Only 23% of biomedical PhD holders eventually land tenure-track faculty positions, according to a report by the National Institutes of Health Biomedical Research Workforce Working Group. Beating these odds, six postdoctoral trainees from the Keck School of Medicine of USC’s Department of Stem Cell Biology and Regenerative Medicine recently landed coveted jobs as tenure-track assistant professors: Lori O’Brien at the University of North Carolina, Chapel Hill; Michaela Patterson at Medical College of Wisconsin; Lindsey Barske at Cincinnati Children’s Hospital Medical Center; Katie Galloway at the Massachusetts Institute of Technology (MIT); Joanna Smeeton at Columbia University; and Nils Lindstrom at USC.

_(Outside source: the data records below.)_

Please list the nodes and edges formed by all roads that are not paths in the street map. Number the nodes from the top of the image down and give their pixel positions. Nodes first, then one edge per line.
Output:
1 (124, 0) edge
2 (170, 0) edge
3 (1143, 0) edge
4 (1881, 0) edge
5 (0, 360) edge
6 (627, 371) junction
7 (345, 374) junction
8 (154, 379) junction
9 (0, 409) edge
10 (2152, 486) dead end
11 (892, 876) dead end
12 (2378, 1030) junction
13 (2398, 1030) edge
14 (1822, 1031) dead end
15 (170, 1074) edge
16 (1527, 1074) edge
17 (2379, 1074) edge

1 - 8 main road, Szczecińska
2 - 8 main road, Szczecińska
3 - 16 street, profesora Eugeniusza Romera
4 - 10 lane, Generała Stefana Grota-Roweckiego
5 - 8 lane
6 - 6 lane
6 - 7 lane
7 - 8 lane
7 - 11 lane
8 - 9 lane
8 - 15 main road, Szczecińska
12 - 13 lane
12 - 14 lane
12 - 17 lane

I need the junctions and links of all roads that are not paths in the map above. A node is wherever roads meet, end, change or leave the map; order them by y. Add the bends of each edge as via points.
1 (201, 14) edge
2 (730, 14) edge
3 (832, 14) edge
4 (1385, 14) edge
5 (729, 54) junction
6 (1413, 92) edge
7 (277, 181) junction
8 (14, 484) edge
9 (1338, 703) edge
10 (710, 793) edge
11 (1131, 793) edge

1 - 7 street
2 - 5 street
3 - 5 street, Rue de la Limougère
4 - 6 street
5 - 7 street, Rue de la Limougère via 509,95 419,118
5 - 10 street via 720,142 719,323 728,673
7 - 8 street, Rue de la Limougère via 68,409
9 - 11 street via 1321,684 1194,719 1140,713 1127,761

Two of these postdocs-turned-professors, Patterson and Barske, took a very proactive approach to ensuring the success of their entire cohort when they designed a formal seminar series called “Preparing for the Faculty Job Market” in 2017. During the series, faculty from the stem cell department volunteered to lead panel discussions, provide feedback on applications, mentor the postdocs and generally demystify the complex application process of applying for faculty jobs. USC’s Center for Excellence in Research, under the leadership of Randy Hall, PhD, provided funding.

“Michaela had this idea that there was all of this resident knowledge in the faculty about how to actually get a faculty job, but the postdocs were isolated from that knowledge. We didn’t know, and they knew. So she and Lindsey organized this series,” said Galloway, who ran the series during its second year with Smeeton.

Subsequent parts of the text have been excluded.